> [Task statement] Look through the data below. Show each line where the string "Earle" occurs.

> [Given information]
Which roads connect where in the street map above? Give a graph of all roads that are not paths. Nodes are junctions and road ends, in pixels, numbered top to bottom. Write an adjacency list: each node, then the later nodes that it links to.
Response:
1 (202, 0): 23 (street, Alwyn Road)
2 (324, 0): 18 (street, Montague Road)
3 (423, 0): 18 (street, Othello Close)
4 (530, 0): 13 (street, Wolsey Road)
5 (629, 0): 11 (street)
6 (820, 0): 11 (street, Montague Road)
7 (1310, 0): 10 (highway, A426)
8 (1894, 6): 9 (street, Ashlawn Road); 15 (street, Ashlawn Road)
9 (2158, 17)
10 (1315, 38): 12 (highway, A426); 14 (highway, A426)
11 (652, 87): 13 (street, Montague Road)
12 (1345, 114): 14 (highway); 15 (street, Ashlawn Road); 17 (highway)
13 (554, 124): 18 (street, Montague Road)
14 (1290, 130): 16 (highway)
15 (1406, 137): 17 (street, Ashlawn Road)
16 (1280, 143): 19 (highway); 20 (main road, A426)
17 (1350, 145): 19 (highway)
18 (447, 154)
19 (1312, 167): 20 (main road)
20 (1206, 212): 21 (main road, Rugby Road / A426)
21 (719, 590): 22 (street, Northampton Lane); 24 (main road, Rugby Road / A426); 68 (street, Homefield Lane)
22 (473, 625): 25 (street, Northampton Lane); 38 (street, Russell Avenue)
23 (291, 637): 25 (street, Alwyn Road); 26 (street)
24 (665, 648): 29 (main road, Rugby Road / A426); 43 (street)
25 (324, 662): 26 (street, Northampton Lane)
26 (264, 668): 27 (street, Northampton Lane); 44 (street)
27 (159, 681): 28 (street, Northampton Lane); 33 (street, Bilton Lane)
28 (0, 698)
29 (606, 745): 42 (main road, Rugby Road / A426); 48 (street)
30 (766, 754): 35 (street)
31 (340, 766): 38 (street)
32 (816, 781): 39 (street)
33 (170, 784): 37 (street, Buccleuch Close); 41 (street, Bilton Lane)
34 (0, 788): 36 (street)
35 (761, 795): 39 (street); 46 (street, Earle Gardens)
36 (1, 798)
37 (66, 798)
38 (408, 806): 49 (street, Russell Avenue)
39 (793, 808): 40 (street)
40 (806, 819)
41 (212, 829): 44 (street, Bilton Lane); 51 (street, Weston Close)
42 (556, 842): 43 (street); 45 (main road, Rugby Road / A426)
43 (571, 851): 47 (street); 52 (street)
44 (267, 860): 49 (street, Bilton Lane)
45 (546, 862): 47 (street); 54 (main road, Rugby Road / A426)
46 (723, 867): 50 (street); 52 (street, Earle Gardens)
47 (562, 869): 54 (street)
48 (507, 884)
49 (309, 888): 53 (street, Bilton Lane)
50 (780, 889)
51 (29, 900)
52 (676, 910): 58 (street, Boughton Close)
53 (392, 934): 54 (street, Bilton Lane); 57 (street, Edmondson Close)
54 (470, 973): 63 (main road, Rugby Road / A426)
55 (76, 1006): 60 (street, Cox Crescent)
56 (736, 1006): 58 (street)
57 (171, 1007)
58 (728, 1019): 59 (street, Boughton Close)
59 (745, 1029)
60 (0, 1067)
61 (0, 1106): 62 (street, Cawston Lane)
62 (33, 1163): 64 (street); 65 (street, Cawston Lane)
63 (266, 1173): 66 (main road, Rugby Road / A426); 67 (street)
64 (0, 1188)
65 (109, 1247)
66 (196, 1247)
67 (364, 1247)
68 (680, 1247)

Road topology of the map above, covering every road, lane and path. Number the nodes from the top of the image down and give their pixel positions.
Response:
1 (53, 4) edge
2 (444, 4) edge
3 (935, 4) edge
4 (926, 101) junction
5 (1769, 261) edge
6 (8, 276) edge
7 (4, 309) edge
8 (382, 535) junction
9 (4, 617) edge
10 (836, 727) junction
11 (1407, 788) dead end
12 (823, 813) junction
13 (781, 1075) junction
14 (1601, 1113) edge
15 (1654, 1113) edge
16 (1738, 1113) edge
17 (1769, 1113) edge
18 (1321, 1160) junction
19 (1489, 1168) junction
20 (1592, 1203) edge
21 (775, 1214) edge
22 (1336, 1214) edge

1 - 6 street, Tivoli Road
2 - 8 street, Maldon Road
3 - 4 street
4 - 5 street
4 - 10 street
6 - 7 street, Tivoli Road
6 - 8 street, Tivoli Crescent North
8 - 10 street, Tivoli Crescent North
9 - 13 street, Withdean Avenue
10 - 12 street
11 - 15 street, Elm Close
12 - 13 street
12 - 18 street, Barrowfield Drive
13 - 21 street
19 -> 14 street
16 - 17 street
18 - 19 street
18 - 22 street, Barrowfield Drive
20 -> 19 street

> [Answer to this exercise]
35 (761, 795): 39 (street); 46 (street, Earle Gardens)
46 (723, 867): 50 (street); 52 (street, Earle Gardens)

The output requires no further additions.